CourtDistrict Court, D. Kansas
DecidedMarch 30, 2023
Docket6:04-cv-01064
StatusUnknown

This text of United States v. Coffeyville Resources Refining (United States v. Coffeyville Resources Refining) is published on Counsel Stack Legal Research, covering District Court, D. Kansas primary law. Counsel Stack provides free access to over 12 million legal documents including statutes, case law, regulations, and constitutions.

Bluebook
United States v. Coffeyville Resources Refining, (D. Kan. 2023).

Opinion

IN THE UNITED STATES DISTRICT COURT FOR THE DISTRICT OF KANSAS

UNITED STATES OF AMERICA and ) STATE OF KANSAS, ex rel. KANSAS ) DEPARTMENT OF HEALTH AND ) ENVIRONMENT, ) Plaintiffs, ) Case No. 6:04-cv-01064-JAR-KGG ) vs. ) ) COFFEYVILLE RESOURCES ) REFINING & MARKETING, LLC, ) Defendant. ) )

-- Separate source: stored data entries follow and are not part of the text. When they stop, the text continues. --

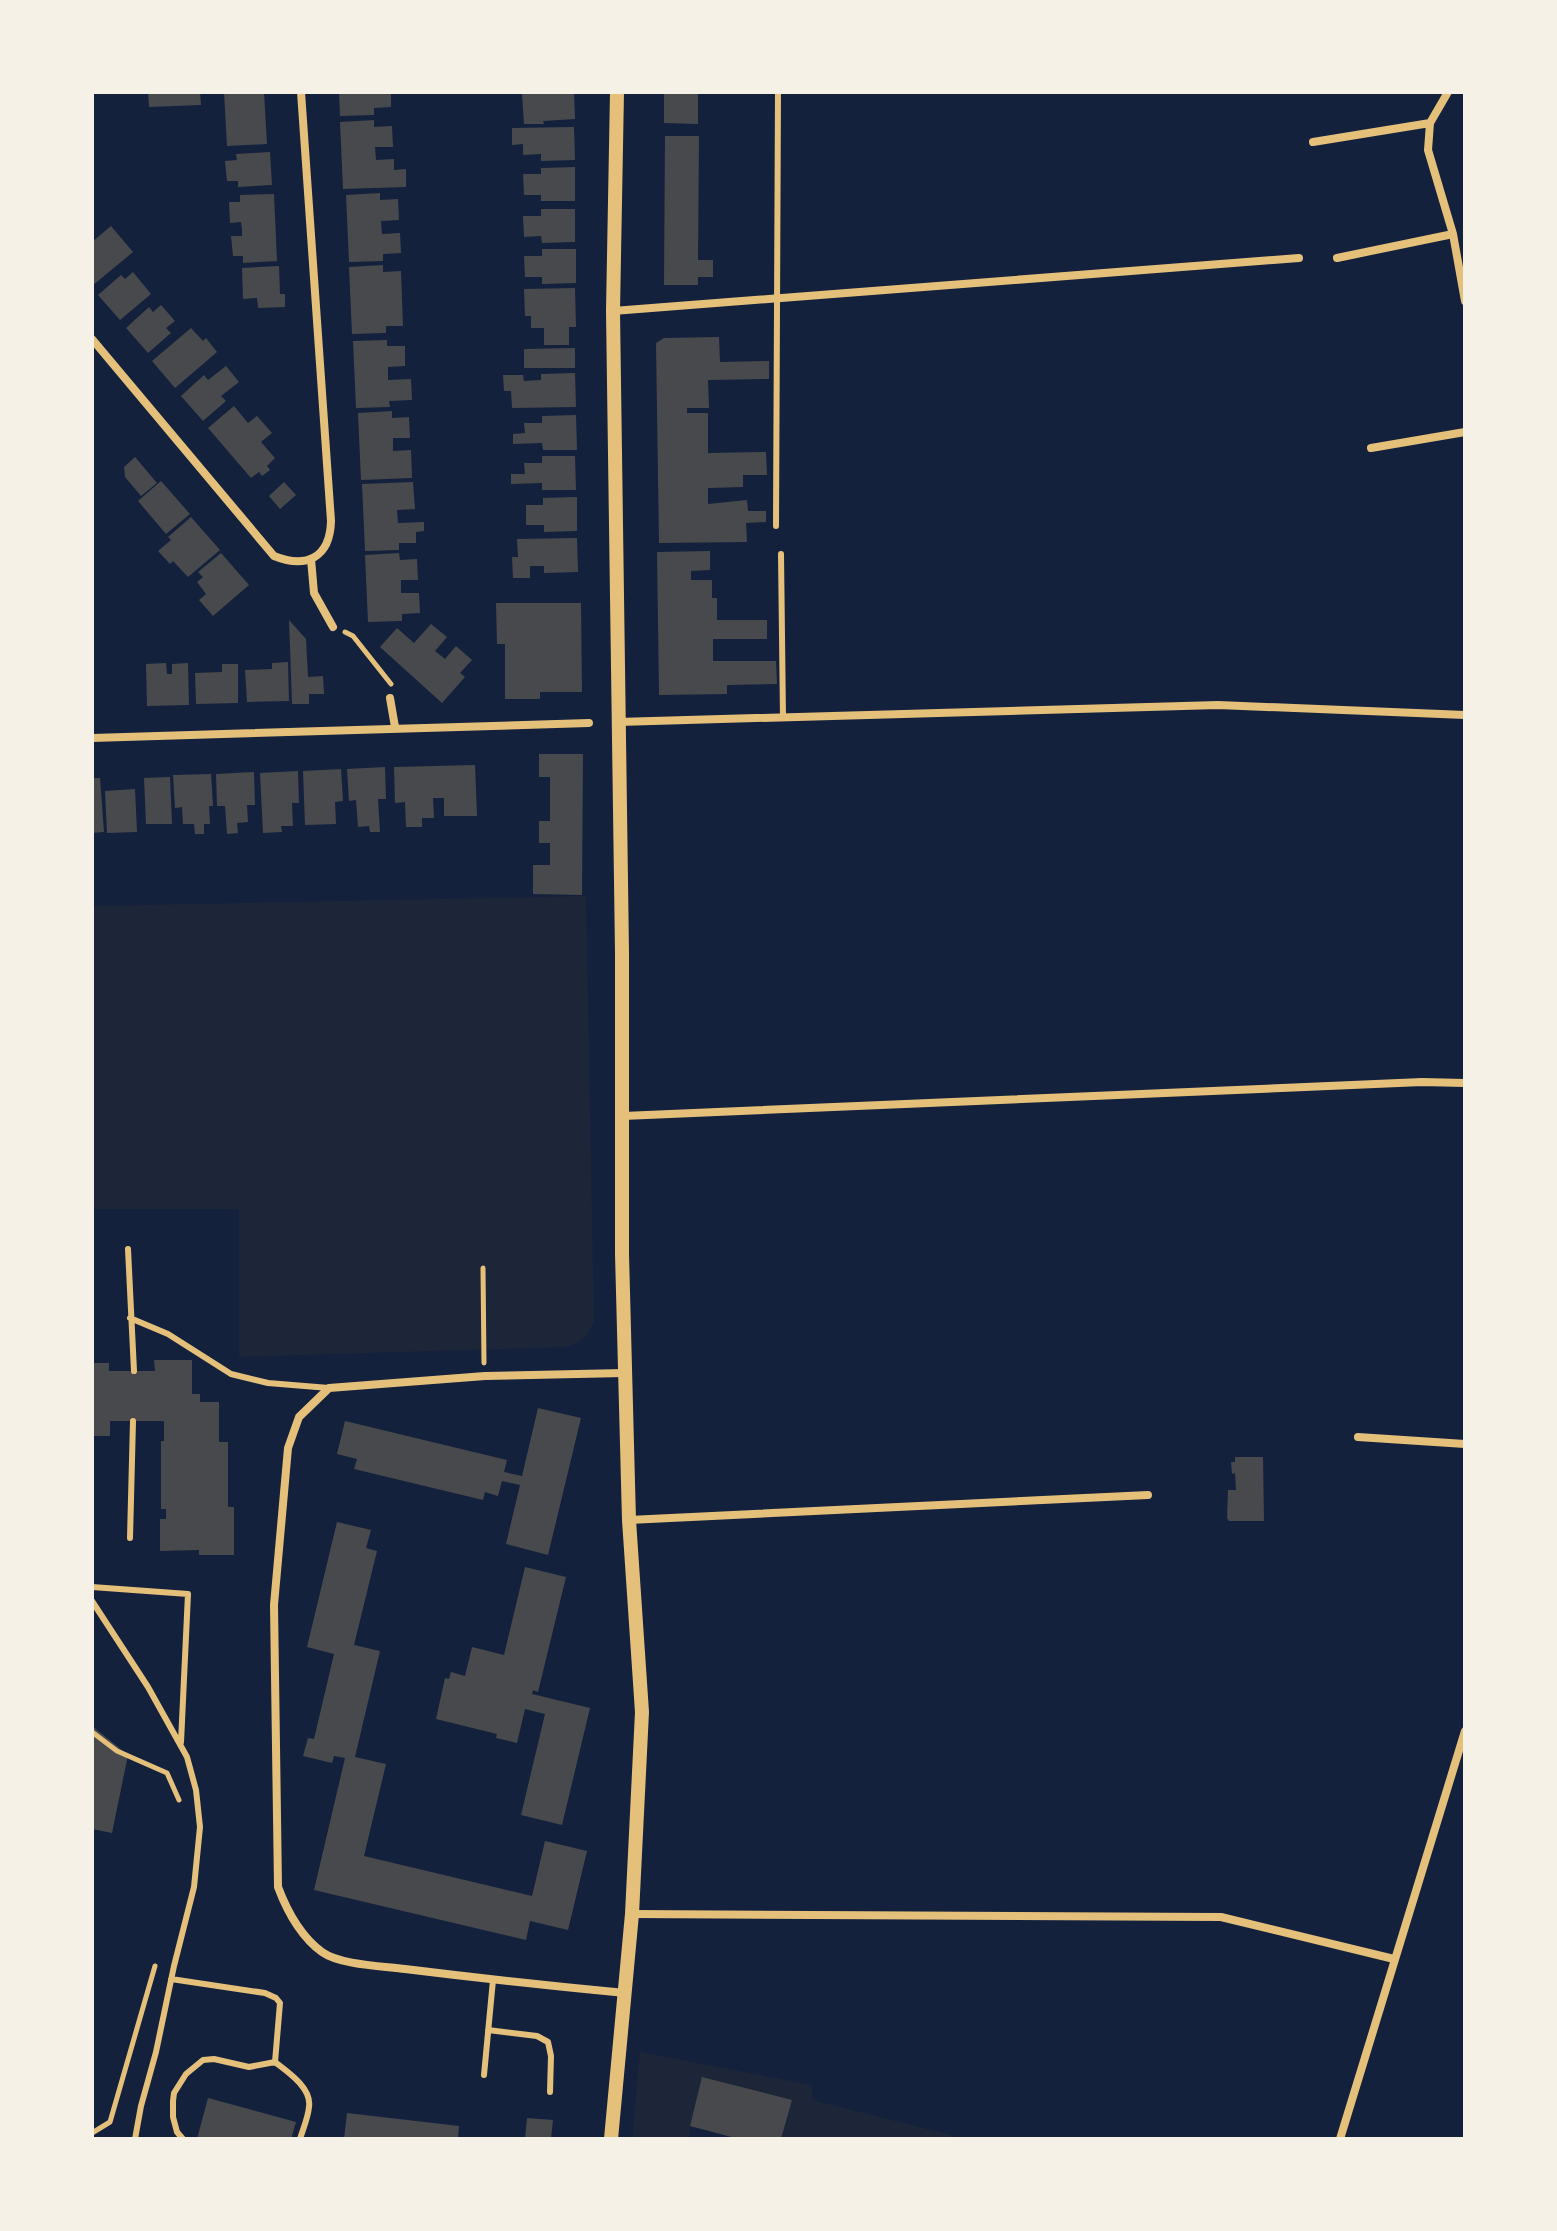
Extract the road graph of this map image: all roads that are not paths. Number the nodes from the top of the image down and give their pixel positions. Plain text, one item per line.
1 (301, 92) edge
2 (617, 92) edge
3 (778, 92) edge
4 (1448, 92) edge
5 (1430, 123) junction
6 (1313, 142) dead end
7 (1453, 234) junction
8 (1299, 258) dead end
9 (1337, 258) dead end
10 (777, 297) junction
11 (1465, 301) edge
12 (613, 311) junction
13 (92, 339) edge
14 (1465, 432) edge
15 (1371, 448) dead end
16 (776, 526) dead end
17 (781, 554) dead end
18 (311, 559) junction
19 (333, 627) road end
20 (391, 701) road end
21 (1465, 715) edge
22 (783, 718) junction
23 (617, 722) junction
24 (589, 723) dead end
25 (395, 727) junction
26 (92, 738) edge
27 (1465, 1083) edge
28 (623, 1116) junction
29 (128, 1249) dead end
30 (130, 1318) junction
31 (134, 1371) dead end
32 (624, 1373) junction
33 (329, 1388) junction
34 (133, 1421) dead end
35 (1358, 1437) dead end
36 (1465, 1444) edge
37 (1148, 1495) dead end
38 (629, 1520) junction
39 (130, 1538) dead end
40 (92, 1587) edge
41 (92, 1601) edge
42 (1465, 1731) edge
43 (180, 1744) junction
44 (632, 1914) junction
45 (1394, 1959) junction
46 (171, 1979) junction
47 (493, 1980) junction
48 (625, 1993) junction
49 (488, 2030) junction
50 (275, 2062) junction
51 (484, 2075) dead end
52 (550, 2092) dead end
53 (135, 2139) edge
54 (183, 2139) edge
55 (300, 2139) edge
56 (611, 2139) edge
57 (1340, 2139) edge

1 - 18 street
2 - 12 street
3 - 10 lane
4 - 5 street
5 - 6 street
5 - 7 street
7 - 9 street
7 - 11 street
8 - 10 street
10 - 12 street
10 - 16 lane
12 - 23 street
13 - 18 street
14 - 15 street
17 - 22 lane
18 - 19 street
20 - 25 street
21 - 22 street
22 - 23 street
23 - 28 street
24 - 25 street
25 - 26 street
27 - 28 street
28 - 32 street
29 - 30 lane
30 - 31 lane
30 - 33 lane
32 - 33 street
32 - 38 street
33 - 47 street
34 - 39 lane
35 - 36 street
37 - 38 street
38 - 44 street
40 - 43 lane
41 - 43 lane
42 - 45 street
43 - 46 lane
44 - 45 street
44 - 48 street
45 - 57 street
46 - 50 lane
46 - 53 lane
47 - 48 street
47 - 49 lane
48 - 56 street
49 - 51 lane
49 - 52 lane
50 - 54 lane
50 - 55 lane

MEMORANDUM & ORDER GRANTING MOTION FOR LEAVE TO FILE AMENDED COMPLAINT Now before the Court is Plaintiff State of Kansas’s motion for leave to file a Second Amended Supplemental Complaint. (Doc. 125). Plaintiff the United States of America consents to the motion and does not oppose it. (Id., at 2). Defendant Coffeyville Resources Refining & Marketing, LLC opposes the motion and argues that the proposed amendment is futile because the State is not entitled to injunctive relief under K.S.A. § 65-3012 in federal court. (See generally Doc. 128). The Court finds the claim that the plain language interpretation of K.S.A. § 65-3012 authorizes the State to seek injunctive relief in federal court in not futile. For the reasons set forth below, the Court GRANTS Plaintiff’s motion for leave to file a Second Amended Supplemental Complaint. BACKGROUND Plaintiffs, the United States of America (“United States”) and the State of Kansas, by and through the Kansas Department of Health and Environment (the “State”), brought this action against Defendant Coffeyville Resources Refining & Marketing, LLC (“CRRM”) alleging violations of the Clean Air Act (“CAA”), the Kansas Air Quality Act (“KAQA”), federal and state regulations, and federal and state permits. (Doc. 90, at 1-2). The original complaint was filed on March 4, 2004. (Id., at 2). On July 13, 2004, the Court entered a first consent decree between the United States, the State, and CRRM, wherein the parties settled the CAA claims. (Id.) On April 19, 2012, the

Court entered a second consent decree that imposed additional obligations to ensure that CRRM was compliant with the CAA and KAQA. (Id.) The objective of the second consent decree is to “further the objectives of the Clean Air Act . . . .” (Id., at 3). The Court retained jurisdiction over the second consent decree “for the purpose of implementing and enforcing the terms and conditions of the Consent Decree.” (Id.) Pursuant to paragraph 202 of that consent decree, Plaintiff’s demanded stipulated penalties from Defendant for violations of federal CAA regulations on June 19, 2020. After the parties were unable to informally reach a resolution of the matter, CRRM sought judicial review of the dispute. (See generally Doc. 95). On March 30, 2022, the Court denied CRRM’s petition for judicial review.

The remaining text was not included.